Repeat each record word for word.

Listed entries:
>>>>

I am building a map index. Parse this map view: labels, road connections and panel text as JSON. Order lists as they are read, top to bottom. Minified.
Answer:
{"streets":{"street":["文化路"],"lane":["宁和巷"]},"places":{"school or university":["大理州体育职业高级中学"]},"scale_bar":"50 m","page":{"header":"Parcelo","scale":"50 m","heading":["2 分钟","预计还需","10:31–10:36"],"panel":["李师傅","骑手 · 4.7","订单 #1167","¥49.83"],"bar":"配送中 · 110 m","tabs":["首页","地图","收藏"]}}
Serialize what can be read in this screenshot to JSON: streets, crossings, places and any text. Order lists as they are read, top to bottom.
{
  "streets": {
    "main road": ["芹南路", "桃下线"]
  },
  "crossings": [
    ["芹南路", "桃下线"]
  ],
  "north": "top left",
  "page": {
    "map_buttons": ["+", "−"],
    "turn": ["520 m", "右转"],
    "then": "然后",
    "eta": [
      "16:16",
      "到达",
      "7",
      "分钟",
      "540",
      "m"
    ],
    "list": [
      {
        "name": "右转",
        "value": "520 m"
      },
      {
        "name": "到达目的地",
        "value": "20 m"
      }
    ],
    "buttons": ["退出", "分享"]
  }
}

<<<<

Solution to the problem:
I am building a map index. Parse this map view: labels, road connections and panel text as JSON. Order lists as they are read, top to bottom. Minified.
Answer:
{"streets":{"street":["文化路"],"lane":["宁和巷"]},"places":{"school or university":["大理州体育职业高级中学"]},"scale_bar":"50 m","page":{"header":"Parcelo","scale":"50 m","heading":["2 分钟","预计还需","10:31–10:36"],"panel":["李师傅","骑手 · 4.7","订单 #1167","¥49.83"],"bar":"配送中 · 110 m","tabs":["首页","地图","收藏"]}}
Serialize what can be read in this screenshot to JSON: streets, crossings, places and any text. Order lists as they are read, top to bottom.
{
  "streets": {
    "main road": ["芹南路", "桃下线"]
  },
  "crossings": [
    ["芹南路", "桃下线"]
  ],
  "north": "top left",
  "page": {
    "map_buttons": ["+", "−"],
    "turn": ["520 m", "右转"],
    "then": "然后",
    "eta": [
      "16:16",
      "到达",
      "7",
      "分钟",
      "540",
      "m"
    ],
    "list": [
      {
        "name": "右转",
        "value": "520 m"
      },
      {
        "name": "到达目的地",
        "value": "20 m"
      }
    ],
    "buttons": ["退出", "分享"]
  }
}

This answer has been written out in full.